Unlock peak load balancing performance with HAProxy! In this blog post, we'll explore how HAProxy intelligently harnesses the power of modern multi-core CPUs while navigating challenging architectural complexities like NUMA. Discover how HAProxy leverages optimized multithreading and provides automatic CPU binding to deliver both unparalleled efficiency and speed, ensuring your load balancing is faster than ever.
More cores, more problems
CPUs have changed dramatically during HAProxy's lifetime. Today's chips have many more cores and threads than those that were popular in HAProxy's early days. More cores and more threads mean my applications can run faster and process more data, right?
Not always. Let's take a moment to review some fundamentals and consider a few different processors from over the years.

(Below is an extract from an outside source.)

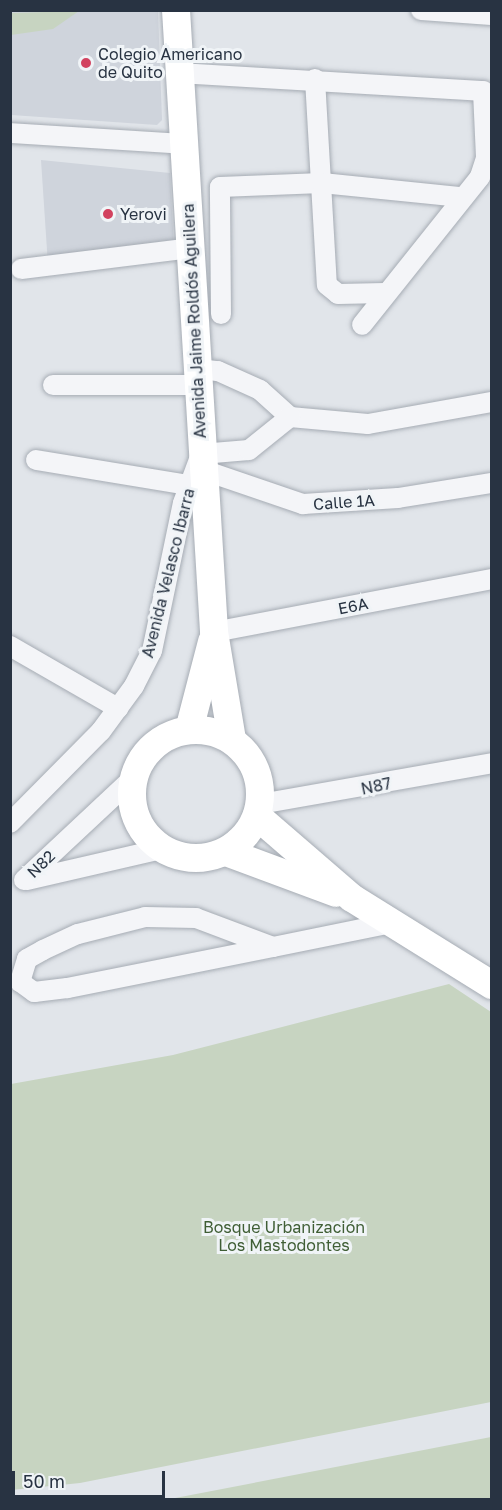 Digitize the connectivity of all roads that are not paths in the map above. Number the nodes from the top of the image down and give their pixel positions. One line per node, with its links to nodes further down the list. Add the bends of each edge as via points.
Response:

From single-core to massively multi-core processors
In 2001 (the year HAProxy 1.0 was released), some of the best-selling processors for servers that year were the Intel Pentium III ("Tualatin") and the AMD Athlon MP (Multiprocessor). These chips had a single core and could handle a single thread of execution. "Threads", in computing terms, are a list of instructions for a CPU to execute. This is your program as it is executing. Each program run on the machine has its own set of instructions to execute. The operating system handles the work of coordinating the timing of each program's threads' executions on the core; the programs must take turns executing their instructions.
In 2005, the industry saw the introduction and more widespread use of dual-core processors, such as the Intel Xeon and AMD Opteron. Both of these processors, as well as others of the time, had two cores on the same chip. This meant that you could get the simultaneous processing power of a machine with two chips with only a single chip.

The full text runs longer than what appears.